Resulta sorprendente el escándalo de los últimos días en torno a la fallida repostulación de José Antonio Viera-Gallo al Senado. Sorprendente, porque esa decisión la adoptó de modo soberano el pleno del Comité Central del Partido Socialista, después de una competencia democrática al interior del órgano que se supone representa legalmente a los militantes. Más sorprendente resulta aún la algarabía en torno a este hecho, sabiendo que el ganador, el diputado Alejandro Navarro, había aceptado que la decisión se tomase mediante elecciones primarias o a través de encuestas que midieran la adhesión popular de los dos aspirantes.



Al final, Navarro se avino a la fórmula resolutoria que menos le favorecía y, sin embargo, ganó por 62 contra 58 votos. Una diferencia mínima, subrayaron al punto los partidarios de Viera-Gallo. Curiosa observación, porque se trata de una ventaja de un 3,3 por ciento, que dirimiría claramente cualquier elección democrática. Ricardo Lagos, por ejemplo, ganó por menor porcentaje en su enfrentamiento con Joaquín Lavín.



Causa mucha extrañeza la desautorización que pesa sobre el pleno del Comité Central del 30 de julio, que podría ser cuestionado e incluso contradicho a las tres semanas de haberse solemnemente definido.



¿Qué trampa se esconde tras esta historia? ¿Dónde está el secreto de tanta consideración y reconsideración? Es muy sencillo: el afectado es Viera-Gallo, uno de los barones a quien se intenta otorgar casi como un derecho adquirido la postulación al Senado. Si el derrotado en el Comité Central hubiera sido Navarro, el caso hubiese pasado sin pena ni gloria. Pero ha perdido un personaje a quien quieren hacer pasar por insustituible, incluso con la circunstancia de una derrota partidaria entre medio.

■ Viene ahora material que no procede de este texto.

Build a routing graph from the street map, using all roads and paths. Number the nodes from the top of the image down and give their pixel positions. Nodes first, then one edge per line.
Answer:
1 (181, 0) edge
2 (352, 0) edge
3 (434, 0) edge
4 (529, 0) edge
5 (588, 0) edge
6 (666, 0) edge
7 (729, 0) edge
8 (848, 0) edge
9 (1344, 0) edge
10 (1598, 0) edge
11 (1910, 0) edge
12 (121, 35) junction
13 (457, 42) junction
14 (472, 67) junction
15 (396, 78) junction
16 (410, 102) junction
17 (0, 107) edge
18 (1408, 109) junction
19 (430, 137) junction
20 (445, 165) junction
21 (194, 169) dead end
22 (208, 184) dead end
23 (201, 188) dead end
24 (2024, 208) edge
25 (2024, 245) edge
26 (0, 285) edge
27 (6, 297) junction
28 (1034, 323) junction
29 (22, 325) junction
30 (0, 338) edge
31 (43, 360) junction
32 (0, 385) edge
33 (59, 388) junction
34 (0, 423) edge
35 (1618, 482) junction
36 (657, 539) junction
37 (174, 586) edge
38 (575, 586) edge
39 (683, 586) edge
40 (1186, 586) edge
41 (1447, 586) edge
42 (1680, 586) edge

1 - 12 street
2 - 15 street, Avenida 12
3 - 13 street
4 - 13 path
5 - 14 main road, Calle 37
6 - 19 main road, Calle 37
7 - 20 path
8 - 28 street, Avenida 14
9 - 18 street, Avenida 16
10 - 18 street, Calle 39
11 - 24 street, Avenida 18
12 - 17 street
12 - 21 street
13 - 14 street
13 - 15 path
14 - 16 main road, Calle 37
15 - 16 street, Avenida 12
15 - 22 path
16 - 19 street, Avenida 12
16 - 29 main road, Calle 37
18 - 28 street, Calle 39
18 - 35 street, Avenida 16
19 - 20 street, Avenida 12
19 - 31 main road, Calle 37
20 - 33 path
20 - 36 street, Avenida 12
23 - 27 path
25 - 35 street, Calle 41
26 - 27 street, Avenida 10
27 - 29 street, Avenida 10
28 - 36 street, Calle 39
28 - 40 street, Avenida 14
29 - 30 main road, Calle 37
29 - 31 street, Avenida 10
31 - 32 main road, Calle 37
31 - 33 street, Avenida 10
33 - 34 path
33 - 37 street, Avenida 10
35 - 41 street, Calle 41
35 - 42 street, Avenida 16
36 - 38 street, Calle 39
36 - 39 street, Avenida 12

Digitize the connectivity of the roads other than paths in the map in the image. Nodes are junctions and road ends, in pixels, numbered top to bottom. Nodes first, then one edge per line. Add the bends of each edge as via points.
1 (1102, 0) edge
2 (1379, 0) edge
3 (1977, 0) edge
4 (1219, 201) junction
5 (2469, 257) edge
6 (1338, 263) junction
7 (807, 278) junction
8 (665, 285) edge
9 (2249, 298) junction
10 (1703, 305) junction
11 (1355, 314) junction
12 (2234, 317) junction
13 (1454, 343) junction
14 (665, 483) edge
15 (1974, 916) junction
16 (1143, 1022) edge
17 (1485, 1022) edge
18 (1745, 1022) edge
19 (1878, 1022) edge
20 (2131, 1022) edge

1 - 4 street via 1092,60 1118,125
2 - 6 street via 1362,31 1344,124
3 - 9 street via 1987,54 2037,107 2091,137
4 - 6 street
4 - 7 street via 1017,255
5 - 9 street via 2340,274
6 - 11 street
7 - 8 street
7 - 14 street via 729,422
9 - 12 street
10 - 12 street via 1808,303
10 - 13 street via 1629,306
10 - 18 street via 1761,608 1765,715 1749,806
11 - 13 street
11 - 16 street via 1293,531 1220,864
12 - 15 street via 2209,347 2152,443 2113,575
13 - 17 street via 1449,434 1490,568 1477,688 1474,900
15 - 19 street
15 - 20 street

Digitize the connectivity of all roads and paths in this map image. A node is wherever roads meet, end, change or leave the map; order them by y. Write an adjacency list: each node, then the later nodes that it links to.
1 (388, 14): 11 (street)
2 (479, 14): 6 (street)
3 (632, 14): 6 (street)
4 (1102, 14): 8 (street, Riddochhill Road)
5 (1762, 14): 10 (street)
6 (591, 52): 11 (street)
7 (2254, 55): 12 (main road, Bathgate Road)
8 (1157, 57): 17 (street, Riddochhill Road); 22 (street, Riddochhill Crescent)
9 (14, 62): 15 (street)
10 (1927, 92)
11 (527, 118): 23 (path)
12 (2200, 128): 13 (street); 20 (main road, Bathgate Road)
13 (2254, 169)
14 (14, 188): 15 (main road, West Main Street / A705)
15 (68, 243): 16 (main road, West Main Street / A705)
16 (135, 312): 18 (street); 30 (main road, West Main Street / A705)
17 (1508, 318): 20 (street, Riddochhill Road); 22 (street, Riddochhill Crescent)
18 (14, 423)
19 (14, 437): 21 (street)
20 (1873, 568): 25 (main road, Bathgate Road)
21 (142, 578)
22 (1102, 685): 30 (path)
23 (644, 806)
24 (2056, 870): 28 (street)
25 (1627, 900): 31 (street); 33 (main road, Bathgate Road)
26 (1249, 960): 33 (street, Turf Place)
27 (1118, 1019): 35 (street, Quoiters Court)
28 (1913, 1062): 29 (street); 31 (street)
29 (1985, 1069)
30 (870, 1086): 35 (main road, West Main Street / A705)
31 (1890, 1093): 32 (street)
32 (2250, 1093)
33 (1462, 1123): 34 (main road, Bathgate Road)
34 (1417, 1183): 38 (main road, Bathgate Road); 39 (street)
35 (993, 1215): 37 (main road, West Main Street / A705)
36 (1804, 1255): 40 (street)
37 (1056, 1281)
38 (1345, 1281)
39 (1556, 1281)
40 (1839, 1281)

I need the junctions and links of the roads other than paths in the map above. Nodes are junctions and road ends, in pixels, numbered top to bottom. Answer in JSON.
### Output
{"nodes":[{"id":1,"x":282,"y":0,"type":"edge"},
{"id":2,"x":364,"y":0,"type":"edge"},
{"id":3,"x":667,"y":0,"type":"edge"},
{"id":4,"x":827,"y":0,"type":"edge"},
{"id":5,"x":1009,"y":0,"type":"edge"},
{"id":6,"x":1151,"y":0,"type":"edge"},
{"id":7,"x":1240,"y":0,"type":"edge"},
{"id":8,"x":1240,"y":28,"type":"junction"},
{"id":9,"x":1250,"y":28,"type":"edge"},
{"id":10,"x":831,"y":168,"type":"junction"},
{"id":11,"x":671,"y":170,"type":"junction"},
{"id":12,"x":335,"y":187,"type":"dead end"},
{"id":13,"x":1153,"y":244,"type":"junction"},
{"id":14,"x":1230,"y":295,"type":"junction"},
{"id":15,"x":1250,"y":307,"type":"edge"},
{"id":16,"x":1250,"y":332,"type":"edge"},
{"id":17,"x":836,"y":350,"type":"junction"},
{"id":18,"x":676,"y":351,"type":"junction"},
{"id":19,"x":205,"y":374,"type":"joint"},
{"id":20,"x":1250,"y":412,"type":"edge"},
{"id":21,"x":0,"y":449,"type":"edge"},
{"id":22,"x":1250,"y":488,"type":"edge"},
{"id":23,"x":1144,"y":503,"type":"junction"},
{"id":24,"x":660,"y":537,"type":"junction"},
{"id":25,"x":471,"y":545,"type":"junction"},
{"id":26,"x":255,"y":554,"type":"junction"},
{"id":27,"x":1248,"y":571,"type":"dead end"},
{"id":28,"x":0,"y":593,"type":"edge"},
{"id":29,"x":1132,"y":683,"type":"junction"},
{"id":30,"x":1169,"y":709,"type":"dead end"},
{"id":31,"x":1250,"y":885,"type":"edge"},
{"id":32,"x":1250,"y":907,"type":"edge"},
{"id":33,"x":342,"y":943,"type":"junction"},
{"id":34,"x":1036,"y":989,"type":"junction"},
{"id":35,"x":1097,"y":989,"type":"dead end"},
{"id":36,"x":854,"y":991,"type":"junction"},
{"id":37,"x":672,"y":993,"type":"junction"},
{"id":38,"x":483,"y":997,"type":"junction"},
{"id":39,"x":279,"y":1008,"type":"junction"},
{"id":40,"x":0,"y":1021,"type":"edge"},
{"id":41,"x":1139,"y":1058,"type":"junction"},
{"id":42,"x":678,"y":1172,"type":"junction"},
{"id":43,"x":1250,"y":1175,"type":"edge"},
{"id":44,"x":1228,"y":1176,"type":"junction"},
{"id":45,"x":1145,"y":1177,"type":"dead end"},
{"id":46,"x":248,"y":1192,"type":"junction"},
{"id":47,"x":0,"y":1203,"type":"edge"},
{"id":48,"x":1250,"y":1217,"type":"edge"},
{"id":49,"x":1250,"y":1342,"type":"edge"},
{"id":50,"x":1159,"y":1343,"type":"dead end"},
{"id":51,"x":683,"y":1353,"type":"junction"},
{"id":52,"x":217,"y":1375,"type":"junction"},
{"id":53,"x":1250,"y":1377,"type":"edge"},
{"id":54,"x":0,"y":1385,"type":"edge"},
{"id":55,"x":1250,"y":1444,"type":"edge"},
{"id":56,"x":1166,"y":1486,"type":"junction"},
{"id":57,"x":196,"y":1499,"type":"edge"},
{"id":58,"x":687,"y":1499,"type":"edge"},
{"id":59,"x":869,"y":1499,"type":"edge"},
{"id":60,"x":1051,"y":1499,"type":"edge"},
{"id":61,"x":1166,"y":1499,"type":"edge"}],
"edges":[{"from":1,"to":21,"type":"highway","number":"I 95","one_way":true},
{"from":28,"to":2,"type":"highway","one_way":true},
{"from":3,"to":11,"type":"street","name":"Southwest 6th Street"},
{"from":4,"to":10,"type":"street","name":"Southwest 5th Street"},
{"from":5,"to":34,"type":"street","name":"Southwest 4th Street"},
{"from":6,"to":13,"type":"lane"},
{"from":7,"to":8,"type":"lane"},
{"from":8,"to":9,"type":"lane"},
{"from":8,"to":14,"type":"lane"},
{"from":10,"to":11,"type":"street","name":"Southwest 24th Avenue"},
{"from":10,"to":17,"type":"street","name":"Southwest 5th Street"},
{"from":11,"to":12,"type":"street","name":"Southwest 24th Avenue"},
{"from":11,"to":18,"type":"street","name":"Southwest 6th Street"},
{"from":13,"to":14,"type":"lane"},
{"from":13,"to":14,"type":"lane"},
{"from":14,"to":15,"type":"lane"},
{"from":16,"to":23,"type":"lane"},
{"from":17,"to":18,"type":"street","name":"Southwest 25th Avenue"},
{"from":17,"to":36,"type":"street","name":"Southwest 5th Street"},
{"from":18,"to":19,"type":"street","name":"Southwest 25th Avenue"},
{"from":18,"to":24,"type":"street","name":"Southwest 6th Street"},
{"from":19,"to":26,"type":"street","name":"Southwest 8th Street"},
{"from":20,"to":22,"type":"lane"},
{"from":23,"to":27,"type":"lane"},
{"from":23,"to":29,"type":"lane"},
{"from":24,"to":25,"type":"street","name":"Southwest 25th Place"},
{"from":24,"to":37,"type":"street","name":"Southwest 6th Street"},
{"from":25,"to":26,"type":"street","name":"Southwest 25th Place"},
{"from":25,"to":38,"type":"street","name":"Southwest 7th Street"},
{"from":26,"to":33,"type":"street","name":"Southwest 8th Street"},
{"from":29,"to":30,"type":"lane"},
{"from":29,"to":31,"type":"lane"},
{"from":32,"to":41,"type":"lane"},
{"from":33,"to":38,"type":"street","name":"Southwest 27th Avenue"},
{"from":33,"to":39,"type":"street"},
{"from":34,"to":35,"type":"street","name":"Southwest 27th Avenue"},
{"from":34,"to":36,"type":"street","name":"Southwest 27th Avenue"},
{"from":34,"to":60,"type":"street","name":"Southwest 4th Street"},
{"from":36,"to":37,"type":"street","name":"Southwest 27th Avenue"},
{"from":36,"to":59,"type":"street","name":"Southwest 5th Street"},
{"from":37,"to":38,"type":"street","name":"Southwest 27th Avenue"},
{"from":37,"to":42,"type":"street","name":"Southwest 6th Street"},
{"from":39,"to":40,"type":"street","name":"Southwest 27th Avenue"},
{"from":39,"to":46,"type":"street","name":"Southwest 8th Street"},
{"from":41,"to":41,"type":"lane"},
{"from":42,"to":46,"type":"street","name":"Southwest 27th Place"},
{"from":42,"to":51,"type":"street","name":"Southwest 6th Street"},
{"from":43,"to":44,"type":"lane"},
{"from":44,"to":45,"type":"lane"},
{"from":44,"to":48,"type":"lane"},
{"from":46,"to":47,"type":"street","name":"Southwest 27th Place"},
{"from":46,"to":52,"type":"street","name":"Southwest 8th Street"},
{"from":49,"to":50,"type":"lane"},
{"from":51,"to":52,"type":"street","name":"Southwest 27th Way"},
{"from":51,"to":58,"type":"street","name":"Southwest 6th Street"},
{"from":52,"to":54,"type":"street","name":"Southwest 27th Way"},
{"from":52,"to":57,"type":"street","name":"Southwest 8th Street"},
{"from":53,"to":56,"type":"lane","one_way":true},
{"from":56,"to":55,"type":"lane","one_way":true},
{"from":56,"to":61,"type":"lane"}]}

Se trata de un problema de sutil patrimonialización del ámbito público y de sus cargos. Un grupo de próceres parece poseer un derecho adquirido sobre determinados cupos parlamentarios. Quienes desean competir contra ellos desde su partido, se hacen responsables de un desafío pretendidamente indebido, cometen un desacato contra el orden natural de la política establecida. Así se están incubando claramente privilegios y castas. Incluso entre los socialistas, algunos son más iguales que otros. Mucho más iguales.



Se ha esgrimido razones que intentan justificar la eventual revocatoria del fallo del pleno socialista. Se aduce que Viera-Gallo es un senador muy preparado y experto, que no se ha dejado llevar por el populismo fácil. Se alega que el Congreso no puede perder a uno de sus mejores elementos.



Llama la atención que los mismos que no sólo desideologizaron la política, sino también la deshuesaron y la cupularizaron hasta el extremo, ataquen ahora las consecuencias de lo que ellos mismos propiciaron. El exhibicionismo de los personajes públicos y la videopolítica han nacido precisamente de la falta de debate sobre ideas y contenidos que actualmente adolece la sociedad.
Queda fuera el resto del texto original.